Tappet-jacking is getting very common - particularly on Zetecs, Ecotecs and small VW's. [This is the second - virtually identical - VW one I've answered in the last ten minutes.]

Hydraulic tappets are fed with pressurized oil, but have only a tiny exit port for bleeding air. If the oil is too thick when cold, the excess pressure can overcome the valve-springs' tension and the tappet's oil chamber then over-fills and holds the valves fractionally open, lowering compression. [The "fast turnover" symptom?]

Once cranked for a bit, the excess oil squeezes out and everything returns to normal as the engine warms and the oil thins. Try semi-synth 5W-30 if you're on 10,000 changes.
1998 Polo 1.0 stalling when cold - NickOxford
Thanks, Screwloose.

I couldn't say what oil he used or where it came from, and don't like to ask...

If I changed it myself, is it an easy job? For example, would I need axle stands, or could I do it parked half on the pavement to get better access? And would all the old thick oil drain out by itself (assuming the engine was a bit warm), or is there a trick to getting it all out? I have the Haynes manual, which implies it's not difficult, and I am quite "practical" generally.

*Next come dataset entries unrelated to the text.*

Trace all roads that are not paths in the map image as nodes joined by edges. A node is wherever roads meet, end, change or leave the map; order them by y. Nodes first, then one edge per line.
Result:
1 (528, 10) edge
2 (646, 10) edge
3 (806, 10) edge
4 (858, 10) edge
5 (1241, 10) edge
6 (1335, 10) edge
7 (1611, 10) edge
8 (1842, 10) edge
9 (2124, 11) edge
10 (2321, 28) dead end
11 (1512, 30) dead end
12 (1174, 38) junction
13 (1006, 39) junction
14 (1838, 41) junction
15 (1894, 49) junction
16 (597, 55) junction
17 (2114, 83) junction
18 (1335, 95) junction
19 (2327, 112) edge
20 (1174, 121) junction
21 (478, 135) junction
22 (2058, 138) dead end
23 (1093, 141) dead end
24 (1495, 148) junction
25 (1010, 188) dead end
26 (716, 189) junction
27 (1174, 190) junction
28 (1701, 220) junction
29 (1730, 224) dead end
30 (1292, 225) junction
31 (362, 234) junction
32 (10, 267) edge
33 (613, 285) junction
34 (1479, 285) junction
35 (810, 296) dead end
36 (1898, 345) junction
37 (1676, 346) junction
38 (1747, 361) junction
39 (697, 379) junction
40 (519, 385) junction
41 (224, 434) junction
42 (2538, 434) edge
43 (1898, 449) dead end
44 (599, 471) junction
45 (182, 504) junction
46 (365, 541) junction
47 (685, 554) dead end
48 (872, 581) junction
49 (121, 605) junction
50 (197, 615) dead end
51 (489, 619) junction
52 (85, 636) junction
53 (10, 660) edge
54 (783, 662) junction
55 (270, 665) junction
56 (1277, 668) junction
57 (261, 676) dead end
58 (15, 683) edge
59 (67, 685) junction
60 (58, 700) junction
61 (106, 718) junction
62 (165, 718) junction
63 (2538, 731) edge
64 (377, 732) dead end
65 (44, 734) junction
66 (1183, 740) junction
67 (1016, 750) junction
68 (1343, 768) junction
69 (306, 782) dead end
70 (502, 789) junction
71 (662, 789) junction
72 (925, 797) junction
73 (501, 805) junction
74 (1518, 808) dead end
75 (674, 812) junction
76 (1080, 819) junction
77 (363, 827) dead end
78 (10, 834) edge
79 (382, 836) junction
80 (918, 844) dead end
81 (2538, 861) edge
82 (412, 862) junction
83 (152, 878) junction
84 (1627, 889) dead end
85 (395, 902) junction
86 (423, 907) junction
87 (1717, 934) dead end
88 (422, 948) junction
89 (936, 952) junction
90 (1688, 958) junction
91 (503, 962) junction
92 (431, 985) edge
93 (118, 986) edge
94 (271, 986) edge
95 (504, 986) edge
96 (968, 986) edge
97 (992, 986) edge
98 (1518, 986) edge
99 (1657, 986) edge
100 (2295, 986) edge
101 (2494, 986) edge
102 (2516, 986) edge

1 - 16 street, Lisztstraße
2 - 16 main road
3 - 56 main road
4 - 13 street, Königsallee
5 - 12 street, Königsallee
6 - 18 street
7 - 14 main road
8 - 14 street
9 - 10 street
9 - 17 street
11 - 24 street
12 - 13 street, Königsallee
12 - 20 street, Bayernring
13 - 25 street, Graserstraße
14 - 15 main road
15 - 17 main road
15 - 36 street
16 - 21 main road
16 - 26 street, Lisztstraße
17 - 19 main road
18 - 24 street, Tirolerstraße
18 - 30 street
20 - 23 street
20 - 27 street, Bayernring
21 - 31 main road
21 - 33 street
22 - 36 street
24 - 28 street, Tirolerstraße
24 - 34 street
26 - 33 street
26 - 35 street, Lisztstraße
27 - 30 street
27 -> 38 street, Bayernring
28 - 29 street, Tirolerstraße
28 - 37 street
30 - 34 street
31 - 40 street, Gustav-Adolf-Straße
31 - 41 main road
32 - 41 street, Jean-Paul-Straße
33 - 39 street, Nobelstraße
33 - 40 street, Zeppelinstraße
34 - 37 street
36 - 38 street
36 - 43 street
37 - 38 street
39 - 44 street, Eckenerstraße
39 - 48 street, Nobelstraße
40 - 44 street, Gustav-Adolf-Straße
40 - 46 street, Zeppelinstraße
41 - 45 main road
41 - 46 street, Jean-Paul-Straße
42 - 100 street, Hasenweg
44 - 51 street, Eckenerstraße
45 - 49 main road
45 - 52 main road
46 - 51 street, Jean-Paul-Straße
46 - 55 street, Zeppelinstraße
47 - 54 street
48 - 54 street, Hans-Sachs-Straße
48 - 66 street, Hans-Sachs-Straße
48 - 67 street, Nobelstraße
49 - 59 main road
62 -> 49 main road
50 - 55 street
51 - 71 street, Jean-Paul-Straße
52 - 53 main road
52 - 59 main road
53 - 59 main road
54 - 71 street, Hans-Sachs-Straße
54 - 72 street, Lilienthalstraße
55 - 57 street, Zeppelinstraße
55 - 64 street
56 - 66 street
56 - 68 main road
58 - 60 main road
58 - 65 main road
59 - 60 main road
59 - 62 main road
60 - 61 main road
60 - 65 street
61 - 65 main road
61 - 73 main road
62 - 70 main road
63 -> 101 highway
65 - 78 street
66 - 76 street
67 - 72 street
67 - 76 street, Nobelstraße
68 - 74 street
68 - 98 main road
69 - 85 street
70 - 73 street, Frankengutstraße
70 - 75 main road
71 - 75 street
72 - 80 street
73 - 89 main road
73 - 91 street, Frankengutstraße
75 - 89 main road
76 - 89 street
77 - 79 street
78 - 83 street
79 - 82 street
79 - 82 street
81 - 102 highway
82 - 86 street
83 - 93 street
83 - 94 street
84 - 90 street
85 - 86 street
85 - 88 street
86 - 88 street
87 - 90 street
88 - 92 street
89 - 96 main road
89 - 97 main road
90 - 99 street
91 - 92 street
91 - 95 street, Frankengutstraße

And would you recommend a particular brand?

Nick.
1998 Polo 1.0 stalling when cold - Screwloose
Nick

Oil changing isn't particularly difficult and I'm sure the Haynes manual covers it comprehensively, along with the necessary safety precautions. You'll likely need a new sump-plug washer and something in which to drain/transport the old oil.

I've been a Valvoline distributor for the last twenty years - I used to stock around seven tons of 39 different grades: sadly, the new environmental regulations put a permanent stop to that too! Valvoline even pulled out of Britain; you have to ring Berensdrecht now.

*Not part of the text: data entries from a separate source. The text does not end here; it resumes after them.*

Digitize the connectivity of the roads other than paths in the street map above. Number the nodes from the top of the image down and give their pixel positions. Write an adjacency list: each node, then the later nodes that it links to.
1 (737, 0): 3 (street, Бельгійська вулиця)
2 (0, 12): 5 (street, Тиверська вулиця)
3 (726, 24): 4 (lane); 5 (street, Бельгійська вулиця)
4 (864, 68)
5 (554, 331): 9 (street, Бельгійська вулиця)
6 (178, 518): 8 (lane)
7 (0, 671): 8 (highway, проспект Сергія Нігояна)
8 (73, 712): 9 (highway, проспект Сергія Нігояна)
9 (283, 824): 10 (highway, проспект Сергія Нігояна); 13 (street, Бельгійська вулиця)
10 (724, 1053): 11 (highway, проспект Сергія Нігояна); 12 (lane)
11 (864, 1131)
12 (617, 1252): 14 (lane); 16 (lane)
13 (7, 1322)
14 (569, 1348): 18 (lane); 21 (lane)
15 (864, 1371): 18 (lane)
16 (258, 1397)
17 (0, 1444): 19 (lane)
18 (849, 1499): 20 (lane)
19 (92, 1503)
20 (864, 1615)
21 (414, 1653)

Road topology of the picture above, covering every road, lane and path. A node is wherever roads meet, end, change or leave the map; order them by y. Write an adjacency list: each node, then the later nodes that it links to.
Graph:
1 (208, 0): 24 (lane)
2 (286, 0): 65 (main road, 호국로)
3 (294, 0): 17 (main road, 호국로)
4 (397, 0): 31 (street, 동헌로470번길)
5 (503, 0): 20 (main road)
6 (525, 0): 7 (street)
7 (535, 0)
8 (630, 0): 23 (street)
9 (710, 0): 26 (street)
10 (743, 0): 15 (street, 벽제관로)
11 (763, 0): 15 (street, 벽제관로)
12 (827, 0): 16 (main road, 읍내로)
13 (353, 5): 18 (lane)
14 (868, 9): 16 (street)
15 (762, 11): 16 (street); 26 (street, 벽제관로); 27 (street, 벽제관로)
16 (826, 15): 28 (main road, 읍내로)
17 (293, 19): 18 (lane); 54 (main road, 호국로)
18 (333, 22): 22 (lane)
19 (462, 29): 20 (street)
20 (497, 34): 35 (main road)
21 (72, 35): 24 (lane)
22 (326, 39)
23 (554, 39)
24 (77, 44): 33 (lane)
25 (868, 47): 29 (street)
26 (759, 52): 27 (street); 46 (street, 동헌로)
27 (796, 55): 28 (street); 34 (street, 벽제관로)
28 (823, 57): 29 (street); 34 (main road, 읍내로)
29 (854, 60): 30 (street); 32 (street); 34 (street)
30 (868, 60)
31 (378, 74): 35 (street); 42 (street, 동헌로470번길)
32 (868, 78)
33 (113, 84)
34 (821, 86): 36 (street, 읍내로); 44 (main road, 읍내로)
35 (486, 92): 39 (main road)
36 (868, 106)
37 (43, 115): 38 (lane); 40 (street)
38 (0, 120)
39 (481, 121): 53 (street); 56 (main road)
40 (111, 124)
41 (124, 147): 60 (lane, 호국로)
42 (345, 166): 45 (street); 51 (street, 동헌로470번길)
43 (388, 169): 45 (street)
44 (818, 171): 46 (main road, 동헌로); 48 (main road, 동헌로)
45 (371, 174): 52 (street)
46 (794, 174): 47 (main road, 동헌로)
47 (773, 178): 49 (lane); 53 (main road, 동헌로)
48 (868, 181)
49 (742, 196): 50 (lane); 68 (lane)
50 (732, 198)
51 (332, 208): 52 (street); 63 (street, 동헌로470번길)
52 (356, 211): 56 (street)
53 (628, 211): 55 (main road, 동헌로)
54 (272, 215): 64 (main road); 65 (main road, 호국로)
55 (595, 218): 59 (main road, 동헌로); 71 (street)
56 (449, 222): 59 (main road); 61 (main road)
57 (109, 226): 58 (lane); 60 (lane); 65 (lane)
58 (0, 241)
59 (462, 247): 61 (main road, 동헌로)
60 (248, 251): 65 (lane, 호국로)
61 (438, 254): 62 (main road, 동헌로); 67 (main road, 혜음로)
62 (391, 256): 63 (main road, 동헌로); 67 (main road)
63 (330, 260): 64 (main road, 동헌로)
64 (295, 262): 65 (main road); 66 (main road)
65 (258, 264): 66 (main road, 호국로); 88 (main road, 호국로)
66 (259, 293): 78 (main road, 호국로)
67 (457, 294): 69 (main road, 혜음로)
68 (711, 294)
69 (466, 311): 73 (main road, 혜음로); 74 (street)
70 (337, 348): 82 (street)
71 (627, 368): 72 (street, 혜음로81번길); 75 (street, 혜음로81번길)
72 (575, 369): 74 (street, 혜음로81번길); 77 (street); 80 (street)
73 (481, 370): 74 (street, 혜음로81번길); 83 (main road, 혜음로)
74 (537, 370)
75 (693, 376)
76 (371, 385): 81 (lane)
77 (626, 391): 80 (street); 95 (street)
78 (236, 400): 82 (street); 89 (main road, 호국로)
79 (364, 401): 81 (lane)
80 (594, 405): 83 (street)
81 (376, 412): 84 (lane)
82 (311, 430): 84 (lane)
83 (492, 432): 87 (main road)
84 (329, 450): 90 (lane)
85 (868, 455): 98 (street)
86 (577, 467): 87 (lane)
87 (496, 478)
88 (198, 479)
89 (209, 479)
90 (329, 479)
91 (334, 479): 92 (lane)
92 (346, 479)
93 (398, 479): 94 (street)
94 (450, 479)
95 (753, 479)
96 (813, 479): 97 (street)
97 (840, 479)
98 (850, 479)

Any top-quality 5W-30 semi-synth oil that genuinely claims to meet, or better, the VW502.00 spec [NOT GTX!!] will suffice.
1998 Polo 1.0 stalling when cold - NickOxford
Cheers for that.

Do I need to change the filter too (seeing as it was allegedly changed last month but will be full of the thicker oil)?

Would a turn or two of PTFE plumbers' tape do instead of a new washer, or is that too botchy?

And just out of interest, why NOT GTX?

Thanks again,
Nick.
1998 Polo 1.0 stalling when cold - Screwloose
Nick

The filter will be fine; the small amount left in there won't affect anything. Always use a new washer; changing a dripping one AFTER you've filled the sump is a bit messy! PTFE tape - no way.

My comments on the quality of GTX would doubtless upset our hosts; so I'll just paraphrase an very old Duckhams ad:

"If you want to know why you don't use GTX - just ask a man who knows about engines!"